*EXERCISE PROMPT*. Scan the entries below for the word "JUNMIN", then copy each line that holds it.

====

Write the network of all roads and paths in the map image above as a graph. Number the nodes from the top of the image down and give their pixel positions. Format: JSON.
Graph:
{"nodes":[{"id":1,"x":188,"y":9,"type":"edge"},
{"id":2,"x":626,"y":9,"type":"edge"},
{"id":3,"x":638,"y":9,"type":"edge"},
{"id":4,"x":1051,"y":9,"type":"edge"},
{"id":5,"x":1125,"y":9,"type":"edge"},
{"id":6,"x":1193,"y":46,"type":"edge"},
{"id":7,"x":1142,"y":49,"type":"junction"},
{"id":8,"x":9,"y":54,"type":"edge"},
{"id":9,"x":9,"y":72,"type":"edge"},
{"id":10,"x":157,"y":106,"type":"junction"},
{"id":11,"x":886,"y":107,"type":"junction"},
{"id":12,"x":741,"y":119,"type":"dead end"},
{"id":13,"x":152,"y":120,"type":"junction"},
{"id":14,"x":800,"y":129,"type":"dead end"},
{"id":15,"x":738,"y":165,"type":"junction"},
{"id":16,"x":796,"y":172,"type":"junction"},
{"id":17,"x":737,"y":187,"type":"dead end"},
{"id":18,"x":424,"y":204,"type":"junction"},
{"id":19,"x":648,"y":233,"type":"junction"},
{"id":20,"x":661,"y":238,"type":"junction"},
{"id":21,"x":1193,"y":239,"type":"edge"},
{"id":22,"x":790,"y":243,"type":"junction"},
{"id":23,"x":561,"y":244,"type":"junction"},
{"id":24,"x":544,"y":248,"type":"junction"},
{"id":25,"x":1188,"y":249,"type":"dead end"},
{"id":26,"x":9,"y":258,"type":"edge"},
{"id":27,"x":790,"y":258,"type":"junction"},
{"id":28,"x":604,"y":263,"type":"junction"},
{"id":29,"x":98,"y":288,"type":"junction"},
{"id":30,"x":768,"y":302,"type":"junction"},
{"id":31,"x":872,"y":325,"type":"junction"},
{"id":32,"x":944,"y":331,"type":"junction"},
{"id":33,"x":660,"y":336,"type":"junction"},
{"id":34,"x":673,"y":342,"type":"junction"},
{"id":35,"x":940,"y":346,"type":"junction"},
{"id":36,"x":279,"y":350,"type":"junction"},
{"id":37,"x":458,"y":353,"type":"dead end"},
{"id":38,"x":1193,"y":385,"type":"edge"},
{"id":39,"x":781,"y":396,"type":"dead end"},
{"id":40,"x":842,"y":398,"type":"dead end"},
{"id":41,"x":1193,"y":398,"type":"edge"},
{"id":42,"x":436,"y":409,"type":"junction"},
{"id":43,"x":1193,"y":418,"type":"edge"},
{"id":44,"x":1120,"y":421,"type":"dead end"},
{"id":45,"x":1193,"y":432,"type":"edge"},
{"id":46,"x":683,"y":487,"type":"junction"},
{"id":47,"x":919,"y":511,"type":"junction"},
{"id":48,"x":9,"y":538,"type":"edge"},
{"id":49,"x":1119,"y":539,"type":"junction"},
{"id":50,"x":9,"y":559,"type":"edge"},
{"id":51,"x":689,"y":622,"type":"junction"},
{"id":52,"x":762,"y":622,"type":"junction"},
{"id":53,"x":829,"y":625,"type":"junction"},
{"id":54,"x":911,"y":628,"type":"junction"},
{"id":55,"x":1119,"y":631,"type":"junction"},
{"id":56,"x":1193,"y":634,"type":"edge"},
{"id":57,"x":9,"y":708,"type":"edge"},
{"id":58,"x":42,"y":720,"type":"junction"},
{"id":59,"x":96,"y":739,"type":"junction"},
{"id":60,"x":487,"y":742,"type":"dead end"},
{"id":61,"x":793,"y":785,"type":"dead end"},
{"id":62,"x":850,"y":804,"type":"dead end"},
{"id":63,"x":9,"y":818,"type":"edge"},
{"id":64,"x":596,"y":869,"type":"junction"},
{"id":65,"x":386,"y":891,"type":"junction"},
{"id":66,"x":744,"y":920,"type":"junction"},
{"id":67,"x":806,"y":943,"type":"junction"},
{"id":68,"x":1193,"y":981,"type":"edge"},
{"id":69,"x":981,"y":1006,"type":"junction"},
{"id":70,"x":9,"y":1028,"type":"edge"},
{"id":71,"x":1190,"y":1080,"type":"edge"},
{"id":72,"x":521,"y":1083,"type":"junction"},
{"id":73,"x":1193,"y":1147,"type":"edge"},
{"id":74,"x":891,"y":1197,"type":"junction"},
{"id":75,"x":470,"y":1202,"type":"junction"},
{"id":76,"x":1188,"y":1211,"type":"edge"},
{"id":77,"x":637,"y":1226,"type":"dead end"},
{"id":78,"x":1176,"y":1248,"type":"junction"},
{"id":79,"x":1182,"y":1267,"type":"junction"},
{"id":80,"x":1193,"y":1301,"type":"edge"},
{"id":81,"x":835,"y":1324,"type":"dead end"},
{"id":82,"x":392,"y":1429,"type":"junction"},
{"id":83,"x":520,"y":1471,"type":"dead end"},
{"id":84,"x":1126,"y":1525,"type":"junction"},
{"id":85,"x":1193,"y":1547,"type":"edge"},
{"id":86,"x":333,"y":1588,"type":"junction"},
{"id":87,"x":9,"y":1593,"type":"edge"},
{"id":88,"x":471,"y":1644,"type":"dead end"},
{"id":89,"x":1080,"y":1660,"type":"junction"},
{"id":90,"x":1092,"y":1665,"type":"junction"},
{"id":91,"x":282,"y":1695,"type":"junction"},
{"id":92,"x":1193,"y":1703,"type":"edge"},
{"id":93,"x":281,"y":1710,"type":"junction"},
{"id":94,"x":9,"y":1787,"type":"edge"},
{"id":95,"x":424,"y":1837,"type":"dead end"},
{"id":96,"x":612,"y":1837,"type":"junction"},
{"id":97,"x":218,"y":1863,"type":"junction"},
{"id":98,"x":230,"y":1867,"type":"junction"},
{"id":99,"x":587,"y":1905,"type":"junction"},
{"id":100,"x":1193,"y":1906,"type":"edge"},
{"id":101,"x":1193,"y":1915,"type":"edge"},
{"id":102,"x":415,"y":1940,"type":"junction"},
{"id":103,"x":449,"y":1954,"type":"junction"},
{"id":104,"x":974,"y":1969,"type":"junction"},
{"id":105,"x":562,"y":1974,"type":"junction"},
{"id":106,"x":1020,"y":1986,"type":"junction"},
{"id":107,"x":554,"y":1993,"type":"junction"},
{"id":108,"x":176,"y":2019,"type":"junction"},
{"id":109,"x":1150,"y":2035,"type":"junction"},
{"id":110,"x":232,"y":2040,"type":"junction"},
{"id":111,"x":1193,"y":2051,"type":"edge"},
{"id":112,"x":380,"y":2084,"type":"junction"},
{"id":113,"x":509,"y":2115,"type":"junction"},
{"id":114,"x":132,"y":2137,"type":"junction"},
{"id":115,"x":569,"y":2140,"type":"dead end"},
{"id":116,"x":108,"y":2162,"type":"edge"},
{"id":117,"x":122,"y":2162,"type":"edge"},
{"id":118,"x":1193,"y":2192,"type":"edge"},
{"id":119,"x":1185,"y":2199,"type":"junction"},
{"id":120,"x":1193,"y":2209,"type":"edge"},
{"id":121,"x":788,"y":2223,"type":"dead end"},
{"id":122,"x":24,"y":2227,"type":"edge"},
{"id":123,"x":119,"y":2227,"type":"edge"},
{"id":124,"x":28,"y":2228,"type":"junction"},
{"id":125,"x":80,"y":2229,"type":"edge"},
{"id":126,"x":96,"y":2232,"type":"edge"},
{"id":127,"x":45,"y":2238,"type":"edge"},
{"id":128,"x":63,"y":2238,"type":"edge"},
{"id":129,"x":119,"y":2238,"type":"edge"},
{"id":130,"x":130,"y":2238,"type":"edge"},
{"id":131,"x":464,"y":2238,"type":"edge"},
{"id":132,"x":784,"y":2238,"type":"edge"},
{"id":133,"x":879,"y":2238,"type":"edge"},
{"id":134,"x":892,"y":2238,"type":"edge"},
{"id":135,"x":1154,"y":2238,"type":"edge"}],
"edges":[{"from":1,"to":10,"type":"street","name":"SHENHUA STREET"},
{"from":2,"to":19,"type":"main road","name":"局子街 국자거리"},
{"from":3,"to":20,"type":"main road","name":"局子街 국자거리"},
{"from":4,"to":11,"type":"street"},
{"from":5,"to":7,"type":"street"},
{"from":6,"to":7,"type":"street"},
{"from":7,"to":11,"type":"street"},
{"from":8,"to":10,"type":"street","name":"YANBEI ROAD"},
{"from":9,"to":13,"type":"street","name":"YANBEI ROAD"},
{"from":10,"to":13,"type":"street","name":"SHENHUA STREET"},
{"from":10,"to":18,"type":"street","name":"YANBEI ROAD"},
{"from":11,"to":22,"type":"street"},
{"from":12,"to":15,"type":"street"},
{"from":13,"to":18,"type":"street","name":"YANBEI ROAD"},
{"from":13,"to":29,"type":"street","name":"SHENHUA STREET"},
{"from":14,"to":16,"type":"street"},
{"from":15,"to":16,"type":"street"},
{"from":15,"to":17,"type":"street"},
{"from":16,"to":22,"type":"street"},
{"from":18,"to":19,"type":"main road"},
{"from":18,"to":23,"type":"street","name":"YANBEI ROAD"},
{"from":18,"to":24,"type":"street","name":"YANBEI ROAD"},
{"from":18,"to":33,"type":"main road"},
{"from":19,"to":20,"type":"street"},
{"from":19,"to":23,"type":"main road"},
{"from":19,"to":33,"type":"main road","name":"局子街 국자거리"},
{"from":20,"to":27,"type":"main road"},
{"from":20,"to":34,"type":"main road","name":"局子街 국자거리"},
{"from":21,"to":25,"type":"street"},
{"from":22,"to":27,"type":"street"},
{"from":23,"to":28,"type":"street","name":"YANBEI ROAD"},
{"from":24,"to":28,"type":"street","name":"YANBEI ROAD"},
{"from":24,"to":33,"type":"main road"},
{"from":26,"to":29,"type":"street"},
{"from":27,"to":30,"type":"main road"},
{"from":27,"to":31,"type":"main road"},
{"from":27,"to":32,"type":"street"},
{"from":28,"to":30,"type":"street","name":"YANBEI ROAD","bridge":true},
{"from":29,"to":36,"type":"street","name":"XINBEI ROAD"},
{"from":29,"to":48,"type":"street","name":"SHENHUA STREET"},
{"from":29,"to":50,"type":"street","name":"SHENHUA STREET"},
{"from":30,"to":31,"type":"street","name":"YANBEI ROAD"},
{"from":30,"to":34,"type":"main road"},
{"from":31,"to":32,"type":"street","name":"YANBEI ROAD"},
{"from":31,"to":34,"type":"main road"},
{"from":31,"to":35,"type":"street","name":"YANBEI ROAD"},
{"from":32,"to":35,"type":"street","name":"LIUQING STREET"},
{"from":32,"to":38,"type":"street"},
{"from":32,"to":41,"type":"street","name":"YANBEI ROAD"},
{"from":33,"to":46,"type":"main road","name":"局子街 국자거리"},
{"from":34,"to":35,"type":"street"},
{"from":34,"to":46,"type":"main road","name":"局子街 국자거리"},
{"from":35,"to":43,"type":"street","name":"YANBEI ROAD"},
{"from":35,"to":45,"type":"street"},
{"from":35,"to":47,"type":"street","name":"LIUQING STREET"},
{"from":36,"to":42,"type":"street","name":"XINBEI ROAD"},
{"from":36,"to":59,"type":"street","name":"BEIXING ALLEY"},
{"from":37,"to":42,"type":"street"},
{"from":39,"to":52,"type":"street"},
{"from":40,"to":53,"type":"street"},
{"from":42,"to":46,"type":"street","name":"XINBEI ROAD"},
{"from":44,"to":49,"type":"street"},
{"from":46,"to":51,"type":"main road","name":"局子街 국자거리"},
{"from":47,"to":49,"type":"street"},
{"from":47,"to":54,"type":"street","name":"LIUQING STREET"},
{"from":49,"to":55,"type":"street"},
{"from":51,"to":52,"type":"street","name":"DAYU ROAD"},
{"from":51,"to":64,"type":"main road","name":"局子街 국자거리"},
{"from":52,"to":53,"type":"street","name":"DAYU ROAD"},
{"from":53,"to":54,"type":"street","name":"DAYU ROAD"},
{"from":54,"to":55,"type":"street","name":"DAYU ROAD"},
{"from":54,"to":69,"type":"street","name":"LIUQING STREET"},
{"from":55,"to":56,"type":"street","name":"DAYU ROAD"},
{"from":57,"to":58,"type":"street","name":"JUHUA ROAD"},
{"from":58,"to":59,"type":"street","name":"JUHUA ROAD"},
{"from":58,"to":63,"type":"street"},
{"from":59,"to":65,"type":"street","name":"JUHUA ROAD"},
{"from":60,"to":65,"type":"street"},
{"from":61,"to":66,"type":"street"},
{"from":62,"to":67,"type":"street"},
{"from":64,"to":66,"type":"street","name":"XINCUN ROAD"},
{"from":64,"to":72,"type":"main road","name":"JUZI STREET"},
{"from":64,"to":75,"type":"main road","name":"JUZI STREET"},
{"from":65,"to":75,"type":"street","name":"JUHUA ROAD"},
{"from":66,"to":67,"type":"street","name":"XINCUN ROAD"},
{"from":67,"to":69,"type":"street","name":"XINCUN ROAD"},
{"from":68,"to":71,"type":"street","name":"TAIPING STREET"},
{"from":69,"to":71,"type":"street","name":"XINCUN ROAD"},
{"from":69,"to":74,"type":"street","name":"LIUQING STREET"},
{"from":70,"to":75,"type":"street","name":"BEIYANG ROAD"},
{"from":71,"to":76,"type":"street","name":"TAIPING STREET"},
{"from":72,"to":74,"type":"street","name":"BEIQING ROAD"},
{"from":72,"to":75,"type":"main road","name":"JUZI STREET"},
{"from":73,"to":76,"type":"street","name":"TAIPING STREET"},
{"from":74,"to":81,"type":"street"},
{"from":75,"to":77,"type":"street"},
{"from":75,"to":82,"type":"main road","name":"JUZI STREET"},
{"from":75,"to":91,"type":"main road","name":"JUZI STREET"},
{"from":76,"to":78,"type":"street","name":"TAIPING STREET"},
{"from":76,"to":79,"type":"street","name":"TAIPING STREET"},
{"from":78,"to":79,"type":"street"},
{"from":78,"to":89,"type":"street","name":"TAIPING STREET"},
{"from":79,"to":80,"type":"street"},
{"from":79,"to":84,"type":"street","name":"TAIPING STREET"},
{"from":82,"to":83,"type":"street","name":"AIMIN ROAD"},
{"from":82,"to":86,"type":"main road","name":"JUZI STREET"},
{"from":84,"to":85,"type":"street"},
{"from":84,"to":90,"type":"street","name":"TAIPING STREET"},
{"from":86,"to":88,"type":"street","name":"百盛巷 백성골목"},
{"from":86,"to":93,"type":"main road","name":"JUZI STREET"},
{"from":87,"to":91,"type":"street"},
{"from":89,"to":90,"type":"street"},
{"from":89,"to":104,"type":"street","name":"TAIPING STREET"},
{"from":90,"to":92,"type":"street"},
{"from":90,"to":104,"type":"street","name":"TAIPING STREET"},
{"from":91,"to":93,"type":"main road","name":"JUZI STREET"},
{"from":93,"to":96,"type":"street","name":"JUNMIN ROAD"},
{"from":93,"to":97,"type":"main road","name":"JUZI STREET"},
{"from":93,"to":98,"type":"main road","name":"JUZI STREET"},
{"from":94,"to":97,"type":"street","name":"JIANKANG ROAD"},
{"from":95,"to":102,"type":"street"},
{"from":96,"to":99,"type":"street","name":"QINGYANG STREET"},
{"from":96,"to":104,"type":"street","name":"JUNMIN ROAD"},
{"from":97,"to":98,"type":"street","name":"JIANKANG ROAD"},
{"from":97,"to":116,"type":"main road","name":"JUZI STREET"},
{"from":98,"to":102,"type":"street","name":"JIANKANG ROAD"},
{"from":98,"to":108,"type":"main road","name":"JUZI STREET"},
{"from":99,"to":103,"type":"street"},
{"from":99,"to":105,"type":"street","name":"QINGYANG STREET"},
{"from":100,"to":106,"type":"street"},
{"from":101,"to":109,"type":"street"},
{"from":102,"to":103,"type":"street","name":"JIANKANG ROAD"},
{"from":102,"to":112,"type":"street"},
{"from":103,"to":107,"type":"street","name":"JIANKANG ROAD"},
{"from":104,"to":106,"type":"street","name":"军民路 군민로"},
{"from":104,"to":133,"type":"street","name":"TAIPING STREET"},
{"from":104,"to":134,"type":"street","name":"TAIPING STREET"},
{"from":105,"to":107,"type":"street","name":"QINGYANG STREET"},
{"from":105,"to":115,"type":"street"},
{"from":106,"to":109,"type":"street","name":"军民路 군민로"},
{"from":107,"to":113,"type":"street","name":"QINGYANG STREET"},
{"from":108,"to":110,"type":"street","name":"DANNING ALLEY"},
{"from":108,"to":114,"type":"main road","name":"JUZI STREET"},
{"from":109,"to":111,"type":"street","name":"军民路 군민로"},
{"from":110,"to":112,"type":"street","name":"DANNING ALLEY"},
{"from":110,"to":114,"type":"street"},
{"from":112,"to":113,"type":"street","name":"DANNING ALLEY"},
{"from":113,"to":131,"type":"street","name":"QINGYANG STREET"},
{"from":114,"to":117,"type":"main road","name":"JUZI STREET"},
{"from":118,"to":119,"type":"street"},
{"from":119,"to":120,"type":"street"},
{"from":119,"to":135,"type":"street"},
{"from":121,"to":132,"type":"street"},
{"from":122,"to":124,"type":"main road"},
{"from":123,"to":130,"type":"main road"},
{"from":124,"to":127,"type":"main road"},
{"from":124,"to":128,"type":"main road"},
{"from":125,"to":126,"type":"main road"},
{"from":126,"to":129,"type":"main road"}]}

====

*RESULT OF THE EXERCISE*.
{"from":93,"to":96,"type":"street","name":"JUNMIN ROAD"},
{"from":96,"to":104,"type":"street","name":"JUNMIN ROAD"},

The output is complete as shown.